BlackWaspTM

This web site uses cookies. By using the site you accept the cookie policy.This message is for compliance with the UK ICO law.

Regular Expressions
.NET 1.1+

Regular Expression Lookahead and Lookbehind

The tenth part of the Regular Expressions in .NET tutorial looks at zero-length lookahead and lookbehind assertions. These non-capturing group constructs allow patterns that find matches based upon text that precedes or follows another part of the pattern, or based upon text not being present.

Lookahead and Lookbehind

Zero-length lookahead and lookbehind assertions, sometimes known as lookaround assertions, are special types of non-capturing group. They allow you to perform complex matches based on information that follows or precedes a pattern, without the information within the lookahead assertion forming part of the returned text.

Positive Lookahead

The first type of lookaround assertion is positive lookahead. This construct appears after an initial pattern to be matched. It asserts that the first part of the pattern must be followed directly by the lookahead element. However, the returned match only contains the text that matches the first part.

To define a positive lookahead assertion, create a group, surrounded by parentheses, that starts with a question mark and an equals sign (?=). The text within the parentheses, after the initial equals sign, is the pattern of the lookahead.

To demonstrate, consider the following simple code:

string input = "Andy Smith\n"
             + "Jim Brown\n"
             + "Lisa Smith\n"
             + "Sue Brown";

string pattern = @"^\w+(?=\sBrown)";

foreach (Match match in Regex.Matches(input, pattern, RegexOptions.Multiline))
{
    Console.WriteLine("Matched '{0}' at index {1}.", match, match.Index);
}

/* OUTPUT
  
Matched 'Jim' at index 11.
Matched 'Sue' at index 32.
            
*/

The pattern above matches forenames for people with the surname, "Brown". The first part of the regular expression is "^\w+". This captures one or more word characters at the start of a line, extracting the forenames. Without the lookahead, the pattern would match all four first names from the list in the input string.

The second part, "(?=\sBrown)" is the zero-length lookahead assertion. The pattern to match is a whitespace character, followed by the surname, "Brown". This means that the whole regular expression returns the names, "Jim" and "Sue".

Negative Lookahead

Negative lookahead assertions are arguably more powerful than their positive counterparts. They assert that the pattern in the lookahead must not follow the text matched by the initial part of the pattern. To create a negative lookahead, replace the equals sign of the positive variation with an exclamation mark (!).

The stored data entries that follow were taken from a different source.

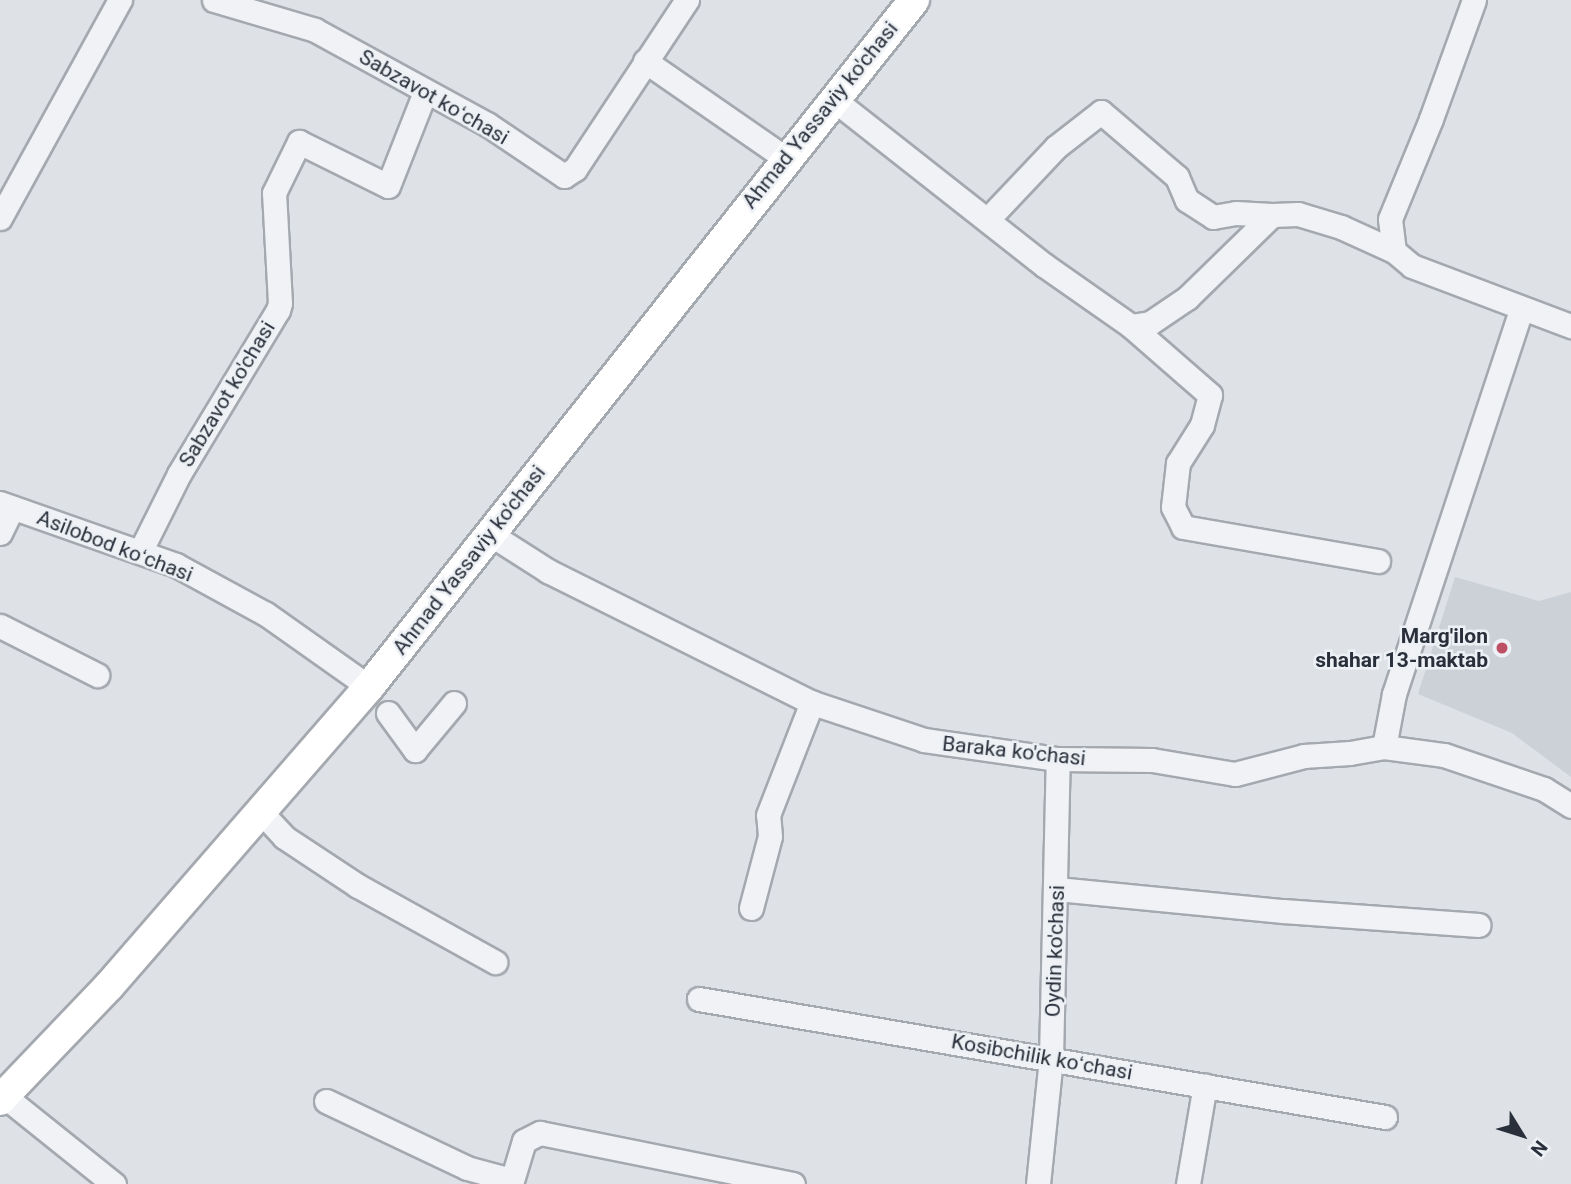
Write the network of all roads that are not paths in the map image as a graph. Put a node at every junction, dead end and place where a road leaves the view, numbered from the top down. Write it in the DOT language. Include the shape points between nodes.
graph roads {
  1 [pos="120,0"];
  2 [pos="214,0"];
  3 [pos="687,0"];
  4 [pos="914,0"];
  5 [pos="1474,0"];
  6 [pos="645,61"];
  7 [pos="425,92"];
  8 [pos="833,99"];
  9 [pos="786,158"];
  10 [pos="1272,215"];
  11 [pos="0,218"];
  12 [pos="987,220"];
  13 [pos="1394,251"];
  14 [pos="1521,309"];
  15 [pos="1131,326"];
  16 [pos="1571,326"];
  17 [pos="6,505"];
  18 [pos="0,533"];
  19 [pos="490,534"];
  20 [pos="141,551"];
  21 [pos="1378,561"];
  22 [pos="0,626"];
  23 [pos="97,675"];
  24 [pos="369,687"];
  25 [pos="454,702"];
  26 [pos="812,702"];
  27 [pos="388,713"];
  28 [pos="1384,747"];
  29 [pos="1058,759"];
  30 [pos="1571,806"];
  31 [pos="261,812"];
  32 [pos="1057,889"];
  33 [pos="751,908"];
  34 [pos="1478,925"];
  35 [pos="495,962"];
  36 [pos="699,999"];
  37 [pos="1051,1058"];
  38 [pos="1205,1086"];
  39 [pos="2,1098"];
  40 [pos="326,1101"];
  41 [pos="1385,1118"];
  42 [pos="511,1182"];
  43 [pos="114,1184"];
  44 [pos="793,1184"];
  45 [pos="1038,1184"];
  46 [pos="1188,1184"];
  1 -- 11 [label="street"];
  2 -- 7 [label="street, Sabzavot koʻchasi" via="314,30"];
  3 -- 6 [label="street, Sabzavot koʻchasi"];
  4 -- 8 [label="main road, Ahmad Yassaviy ko'chasi"];
  5 -- 13 [label="street" via="1390,219"];
  6 -- 7 [label="street, Sabzavot koʻchasi" via="575,169 564,176 487,124"];
  6 -- 9 [label="street"];
  7 -- 20 [label="street, Sabzavot ko'chasi" via="388,186 299,142 274,193 278,310 179,474"];
  8 -- 9 [label="main road, Ahmad Yassaviy ko'chasi"];
  8 -- 12 [label="street"];
  9 -- 19 [label="main road, Ahmad Yassaviy ko'chasi"];
  10 -- 12 [label="street" via="1213,217 1187,200 1177,177 1101,113 1056,147"];
  10 -- 13 [label="street" via="1298,214"];
  10 -- 15 [label="street" via="1187,298 1150,323"];
  12 -- 15 [label="street"];
  13 -- 14 [label="street" via="1412,266"];
  14 -- 16 [label="street"];
  14 -- 28 [label="street" via="1394,694"];
  15 -- 21 [label="street" via="1210,396 1202,425 1178,463 1173,507 1183,527"];
  17 -- 18 [label="street"];
  17 -- 20 [label="street, Asilobod koʻchasi"];
  19 -- 24 [label="main road, Ahmad Yassaviy ko'chasi"];
  19 -- 26 [label="street, Baraka ko'chasi" via="548,571"];
  20 -- 24 [label="street, Asilobod koʻchasi" via="266,614"];
  22 -- 23 [label="street"];
  24 -- 31 [label="main road, Ahmad Yassaviy ko'chasi"];
  25 -- 27 [label="street" via="415,750"];
  26 -- 29 [label="street, Baraka ko'chasi" via="924,740"];
  26 -- 33 [label="street" via="768,815 770,836"];
  28 -- 29 [label="street, Baraka ko'chasi" via="1304,756 1235,774 1153,760"];
  28 -- 30 [label="street, Baraka ko'chasi" via="1444,755 1544,789"];
  29 -- 32 [label="street, Oydin ko'chasi"];
  31 -- 35 [label="street" via="284,836 358,886"];
  31 -- 39 [label="main road, Ahmad Yassaviy ko'chasi" via="109,986"];
  32 -- 34 [label="street"];
  32 -- 37 [label="street, Oydin ko'chasi"];
  36 -- 37 [label="street, Kosibchilik koʻchasi"];
  37 -- 38 [label="street, Kosibchilik koʻchasi"];
  37 -- 45 [label="street, Oydin ko'chasi"];
  38 -- 41 [label="street, Kosibchilik koʻchasi"];
  38 -- 46 [label="street"];
  39 -- 43 [label="street"];
  40 -- 42 [label="street" via="467,1168"];
  42 -- 44 [label="street" via="524,1141 540,1133"];
}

The following sample matches the first word at the start of each line. The negative lookahead eliminates matches if they are followed by a space and the surname, "Brown".

string input = "Andy Smith\n"
             + "Jim Brown\n"
             + "Lisa Smith\n"
             + "Sue Brown";

string pattern = @"^\w+\b(?! Brown)";

foreach (Match match in Regex.Matches(input, pattern, RegexOptions.Multiline))
{
    Console.WriteLine("Matched '{0}' at index {1}.", match, match.Index);
}

/* OUTPUT
  
Matched 'Andy' at index 0.
Matched 'Lisa' at index 21.          

*/

Positive Lookbehind

Positive lookbehind reverses the order of positive lookahead. The lookbehind part of the pattern, which usually appears at the start of a regular expression, specifies the text that must appear before the text that will be returned. The lookbehind assertion is defined as a group within parentheses. After the opening parenthesis, the string, "?<=" prefixes the pattern to match.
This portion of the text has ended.